Obesity is closely linked with other, severe health problems, most notably diabetes and high blood pressure. These, in turn, are precursors to other health risks.  The report shows how rates of diabetes and high blood pressure have also climbed dramatically over the last two decades.

Since 1995, diabetes rates have doubled in eight states. Back then, only four states had diabetes rates above 6 percent.  Now, 43 states have diabetes rates over 7 percent, and 32 have rates above 8 percent. Twenty years ago, 37 states had hypertension rates over 20 percent. Now, every state is more than 20 percent, with nine over 30 percent.

Obesity is nothing, if not epidemic. This year, for the first time, the report examined how obesity has surged over the past two decades. Twenty years ago, not one state had an obesity rate above 15 percent.  By contrast, today, more than two out of three states -- 38 in total -- have obesity rates over 25 percent, and just one has a rate lower than 20 percent.

Since 1995, when data was available for every state, obesity rates have doubled in 7 states and soared by at least 90 percent in 10 others. Obesity rates have grown fastest in Oklahoma, Alabama, and Tennessee, and slowest in Washington, D.C., Colorado, and Connecticut. What’s noteworthy is that obesity rates haven’t declined in any of the 50 states since 1995, the first year of this continuing study.
Obesity is complicated.  Its cause can often be as straightforward as too many calories stacked up against too little exercise.  Obesity can also manifest psycho-social factors that are harder to address.  Whatever the cause, individuals who suffer from obesity can find it as hard to conquer as cancer. 

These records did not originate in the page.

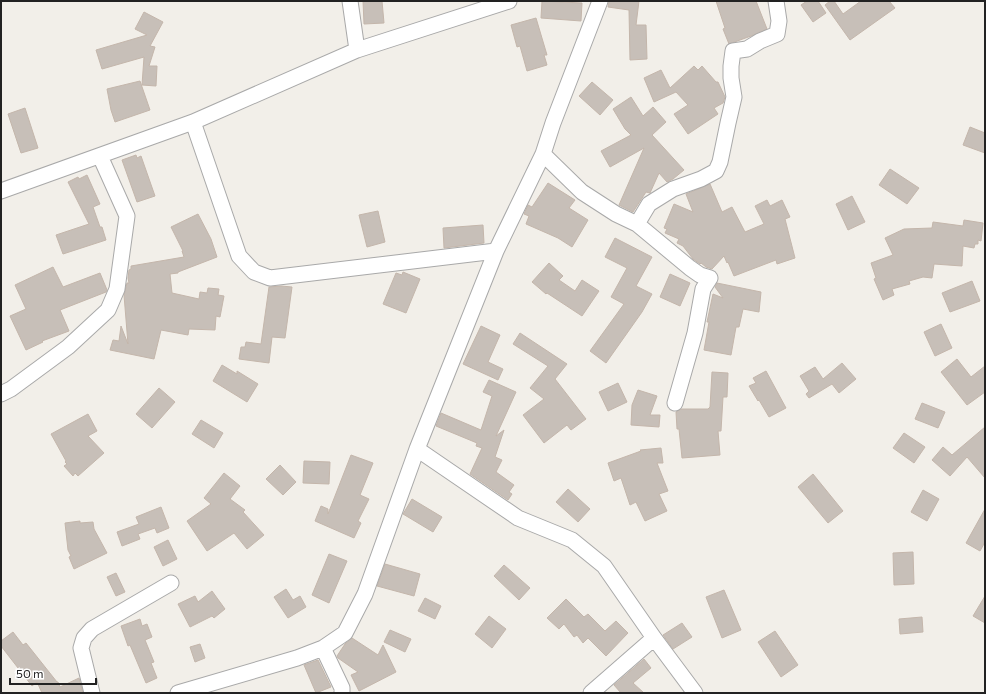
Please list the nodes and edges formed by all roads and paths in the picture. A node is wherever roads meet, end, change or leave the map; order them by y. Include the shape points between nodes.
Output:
1 (350, 1) edge
2 (509, 1) edge
3 (600, 1) edge
4 (776, 1) edge
5 (357, 50) junction
6 (193, 122) junction
7 (543, 154) junction
8 (100, 156) junction
9 (1, 191) edge
10 (636, 224) junction
11 (496, 250) junction
12 (1, 394) edge
13 (675, 403) dead end
14 (417, 449) junction
15 (172, 583) dead end
16 (654, 638) junction
17 (324, 648) junction
18 (92, 693) edge
19 (178, 693) edge
20 (342, 693) edge
21 (591, 693) edge
22 (695, 693) edge

1 - 5 street
2 - 5 street
3 - 7 street via 552,123
4 - 10 street via 779,21 777,34 746,49 733,51 731,78 734,97 716,171 673,189 649,204
5 - 6 street
6 - 8 street
6 - 11 street via 239,256 254,272 270,278
7 - 10 street via 582,192
7 - 11 street
8 - 9 street
8 - 12 street via 127,216 117,289 108,310 68,347
10 - 13 street via 690,268 710,278 703,289 695,332
11 - 14 street
14 - 16 street via 518,518 572,540 604,566
14 - 17 street via 356,614 345,633
15 - 18 street via 92,629 84,638 81,648
16 - 21 street
16 - 22 street
17 - 19 street
17 - 20 street

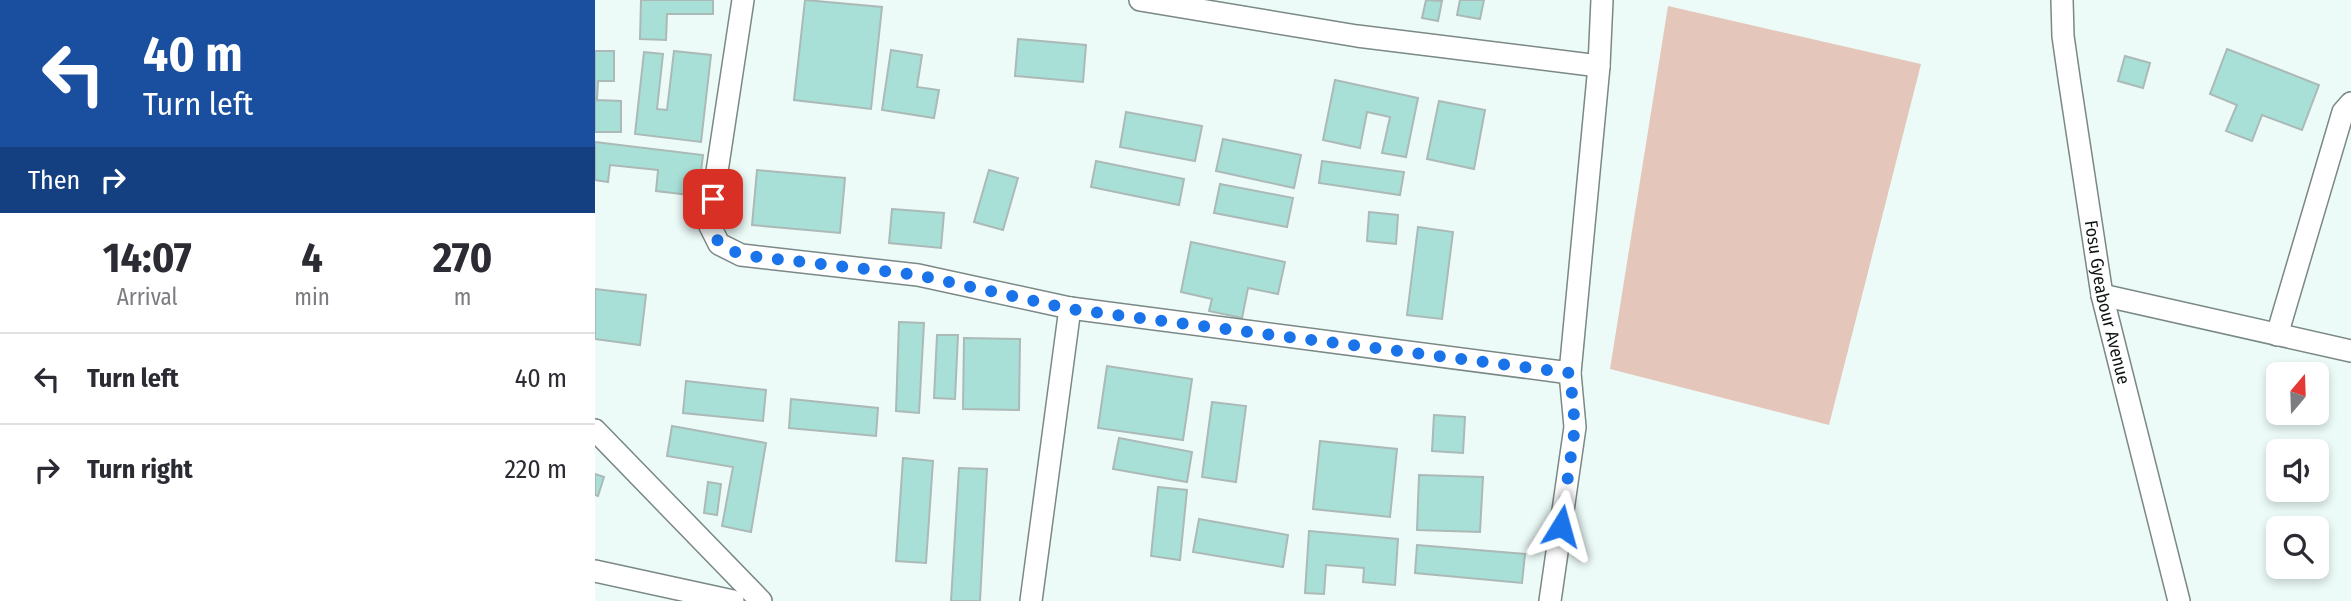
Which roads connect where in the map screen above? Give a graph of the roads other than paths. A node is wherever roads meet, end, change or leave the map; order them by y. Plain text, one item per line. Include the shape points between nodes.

We’ve been arguing quite a bit over the past few years about health care in the U.S. and who’s to blame for its high cost.  Depending on your point of view, you may believe that insurance company profits are the culprit, or that an inefficient delivery system is to blame.  Regardless of how important these factors are, it’s hard to ignore the reality we see face every morning when arise from a sound sleep and look in the mirror. We’re just not as healthy as we used to be. And we’re taking care of ourselves with far less attention than we used to.

For most of us, it’s not hard to see why we’ve become so overweight.  We walk and exercise less.  More than ever before, we consume more high-calorie, low-nutrient foods.  We lead more stressful lives than we did in the past and have difficulty de-stressing ourselves.  It’s not hard to imagine a lifestyle in which each of us gains 5 to 10 pounds each year.  Before you know it … well, you get the picture.

Two factors account for the unprecedented growth in obesity. First, obesity is a cultural issue.  We all live within a larger, cultural fabric that carries with it norms that pervade our thinking and influence our decisions about weight gain. 

Second, obesity is an individual health issue that carries with it huge, health-care cost ramifications. Each one of us will make progress on obesity only by mustering the individual courage it takes to tackle the characteristics of modern life that make obesity so hard to avoid and so easy to accept.